▶ _Try it_: Copy out the entries that follow exactly, leaving every picture behind.

▶ _Data extracts_:

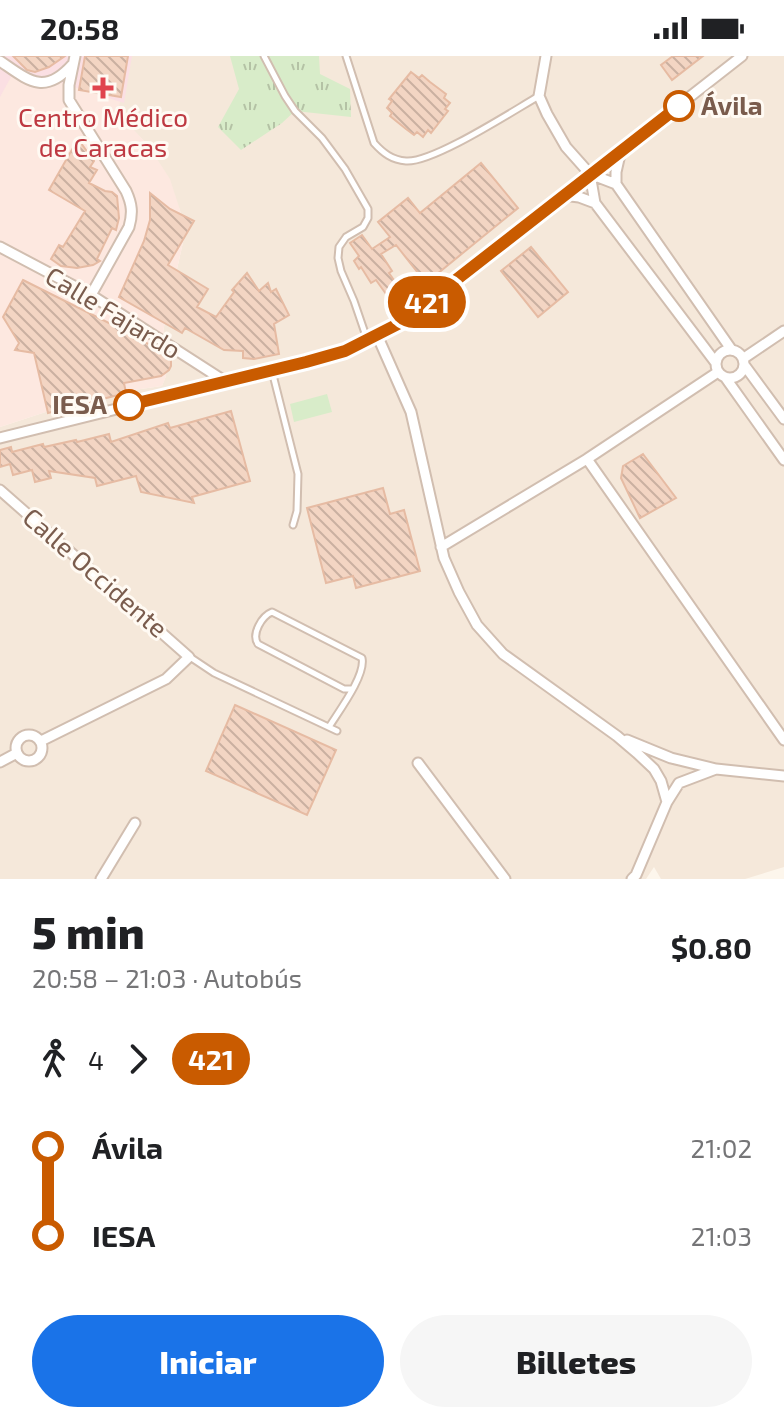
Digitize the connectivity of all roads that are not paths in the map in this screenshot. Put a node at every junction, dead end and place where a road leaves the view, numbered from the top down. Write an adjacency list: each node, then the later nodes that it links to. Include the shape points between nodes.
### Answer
1 (264, 56): 17 (lane, via 295,111 322,138 368,209 363,227 346,237 338,258)
2 (346, 56): 7 (lane, via 374,143 394,159 408,162 449,147)
3 (546, 56): 7 (street)
4 (742, 56): 8 (street)
5 (74, 60): 6 (street, via 66,72 45,84 30,81); 14 (street, via 69,100 126,191 132,216)
6 (0, 61)
7 (539, 96): 9 (street, via 566,147)
8 (621, 150): 9 (street); 10 (street)
9 (590, 174): 10 (street); 11 (street); 12 (street)
10 (616, 184): 18 (street)
11 (563, 195): 12 (street); 16 (street, via 402,322)
12 (595, 203): 21 (street)
13 (0, 247): 14 (street, Calle Fajardo)
14 (91, 295): 22 (street, Calle Fajardo)
15 (784, 331): 19 (street)
16 (377, 335): 17 (street); 29 (street, via 411,412)
17 (367, 340): 20 (street)
18 (731, 349): 19 (street); 21 (street, via 717,358)
19 (744, 362): 21 (street, via 737,376); 23 (street)
20 (271, 370): 22 (street); 28 (lane, via 298,474)
21 (719, 371): 25 (street); 26 (street)
22 (226, 382): 24 (street)
23 (784, 419)
24 (0, 438)
25 (587, 459): 29 (street); 35 (street)
26 (784, 460)
27 (0, 490): 30 (street, Calle Occidente)
28 (293, 525)
29 (441, 547): 34 (street, via 459,592 487,639)
30 (189, 657): 32 (lane); 36 (street, via 166,679)
31 (352, 689): 31 (lane, via 258,644 254,636 265,616 272,612 362,658); 32 (lane)
32 (329, 727): 33 (lane)
33 (337, 731)
34 (617, 736): 40 (street); 42 (street, via 654,769)
35 (784, 740)
36 (41, 741): 37 (street, via 32,735 21,737); 37 (street, via 42,752 35,760 26,761)
37 (17, 753): 38 (street)
38 (0, 762)
39 (418, 763): 45 (street)
40 (716, 769): 41 (street); 42 (street, via 679,783)
41 (784, 776)
42 (667, 802): 46 (street)
43 (135, 823): 44 (street)
44 (101, 879)
45 (505, 879)
46 (632, 879)

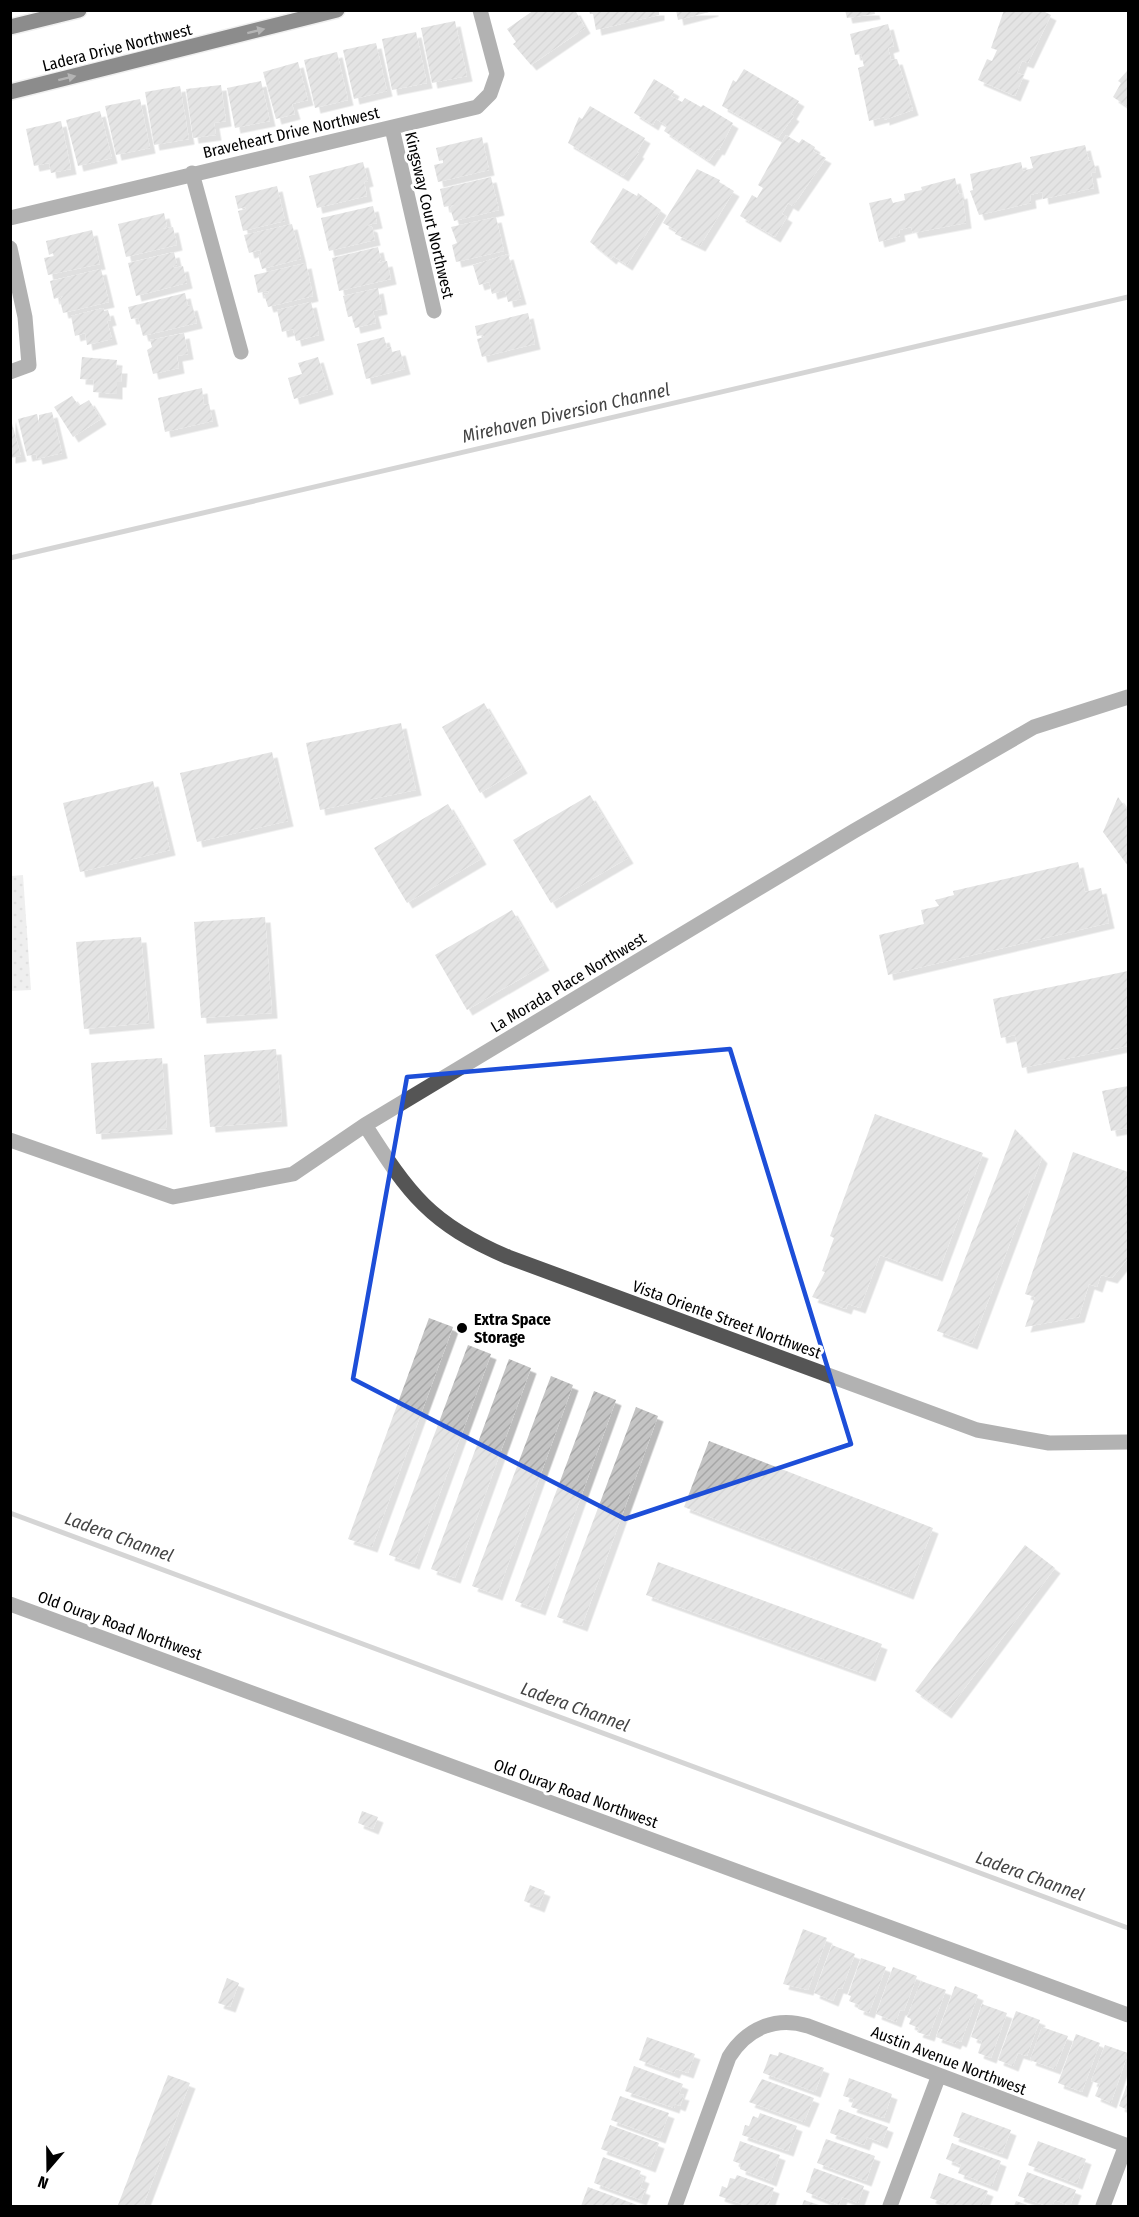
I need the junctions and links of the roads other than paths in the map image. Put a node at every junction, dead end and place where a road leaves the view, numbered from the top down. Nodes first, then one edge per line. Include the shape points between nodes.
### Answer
1 (79, 10) edge
2 (337, 10) edge
3 (480, 10) edge
4 (10, 27) edge
5 (10, 92) edge
6 (392, 128) junction
7 (192, 173) junction
8 (10, 218) edge
9 (10, 248) edge
10 (434, 311) dead end
11 (242, 352) dead end
12 (10, 372) edge
13 (1128, 697) edge
14 (365, 1125) junction
15 (10, 1140) edge
16 (1128, 1442) edge
17 (10, 1604) edge
18 (1128, 2015) edge
19 (939, 2075) junction
20 (1127, 2145) edge
21 (675, 2206) edge
22 (890, 2206) edge
23 (1103, 2206) edge

1 - 4 main road
5 -> 2 main road, Ladera Drive Northwest
3 - 6 street, Braveheart Drive Northwest via 497,74 490,94 477,107
6 - 7 street, Braveheart Drive Northwest
6 - 10 street, Kingsway Court Northwest
7 - 8 street, Braveheart Drive Northwest
7 - 11 street
9 - 12 street via 25,317 29,365
13 - 14 street, La Morada Place Northwest via 1034,727
14 - 15 street, La Morada Place Northwest via 293,1174 173,1197
14 - 16 street, Vista Oriente Street Northwest via 395,1172 435,1216 456,1232 508,1257 977,1430 1049,1443
17 - 18 street, Old Ouray Road Northwest
19 - 20 street, Austin Avenue Northwest
19 - 21 street, Austin Avenue Northwest via 798,2023 778,2022 756,2029 729,2057
19 - 22 street
20 - 23 street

▶ _Solution below_:
Digitize the connectivity of all roads that are not paths in the map in this screenshot. Put a node at every junction, dead end and place where a road leaves the view, numbered from the top down. Write an adjacency list: each node, then the later nodes that it links to. Include the shape points between nodes.
### Answer
1 (264, 56): 17 (lane, via 295,111 322,138 368,209 363,227 346,237 338,258)
2 (346, 56): 7 (lane, via 374,143 394,159 408,162 449,147)
3 (546, 56): 7 (street)
4 (742, 56): 8 (street)
5 (74, 60): 6 (street, via 66,72 45,84 30,81); 14 (street, via 69,100 126,191 132,216)
6 (0, 61)
7 (539, 96): 9 (street, via 566,147)
8 (621, 150): 9 (street); 10 (street)
9 (590, 174): 10 (street); 11 (street); 12 (street)
10 (616, 184): 18 (street)
11 (563, 195): 12 (street); 16 (street, via 402,322)
12 (595, 203): 21 (street)
13 (0, 247): 14 (street, Calle Fajardo)
14 (91, 295): 22 (street, Calle Fajardo)
15 (784, 331): 19 (street)
16 (377, 335): 17 (street); 29 (street, via 411,412)
17 (367, 340): 20 (street)
18 (731, 349): 19 (street); 21 (street, via 717,358)
19 (744, 362): 21 (street, via 737,376); 23 (street)
20 (271, 370): 22 (street); 28 (lane, via 298,474)
21 (719, 371): 25 (street); 26 (street)
22 (226, 382): 24 (street)
23 (784, 419)
24 (0, 438)
25 (587, 459): 29 (street); 35 (street)
26 (784, 460)
27 (0, 490): 30 (street, Calle Occidente)
28 (293, 525)
29 (441, 547): 34 (street, via 459,592 487,639)
30 (189, 657): 32 (lane); 36 (street, via 166,679)
31 (352, 689): 31 (lane, via 258,644 254,636 265,616 272,612 362,658); 32 (lane)
32 (329, 727): 33 (lane)
33 (337, 731)
34 (617, 736): 40 (street); 42 (street, via 654,769)
35 (784, 740)
36 (41, 741): 37 (street, via 32,735 21,737); 37 (street, via 42,752 35,760 26,761)
37 (17, 753): 38 (street)
38 (0, 762)
39 (418, 763): 45 (street)
40 (716, 769): 41 (street); 42 (street, via 679,783)
41 (784, 776)
42 (667, 802): 46 (street)
43 (135, 823): 44 (street)
44 (101, 879)
45 (505, 879)
46 (632, 879)

I need the junctions and links of the roads other than paths in the map image. Put a node at every junction, dead end and place where a road leaves the view, numbered from the top down. Nodes first, then one edge per line. Include the shape points between nodes.
### Answer
1 (79, 10) edge
2 (337, 10) edge
3 (480, 10) edge
4 (10, 27) edge
5 (10, 92) edge
6 (392, 128) junction
7 (192, 173) junction
8 (10, 218) edge
9 (10, 248) edge
10 (434, 311) dead end
11 (242, 352) dead end
12 (10, 372) edge
13 (1128, 697) edge
14 (365, 1125) junction
15 (10, 1140) edge
16 (1128, 1442) edge
17 (10, 1604) edge
18 (1128, 2015) edge
19 (939, 2075) junction
20 (1127, 2145) edge
21 (675, 2206) edge
22 (890, 2206) edge
23 (1103, 2206) edge

1 - 4 main road
5 -> 2 main road, Ladera Drive Northwest
3 - 6 street, Braveheart Drive Northwest via 497,74 490,94 477,107
6 - 7 street, Braveheart Drive Northwest
6 - 10 street, Kingsway Court Northwest
7 - 8 street, Braveheart Drive Northwest
7 - 11 street
9 - 12 street via 25,317 29,365
13 - 14 street, La Morada Place Northwest via 1034,727
14 - 15 street, La Morada Place Northwest via 293,1174 173,1197
14 - 16 street, Vista Oriente Street Northwest via 395,1172 435,1216 456,1232 508,1257 977,1430 1049,1443
17 - 18 street, Old Ouray Road Northwest
19 - 20 street, Austin Avenue Northwest
19 - 21 street, Austin Avenue Northwest via 798,2023 778,2022 756,2029 729,2057
19 - 22 street
20 - 23 street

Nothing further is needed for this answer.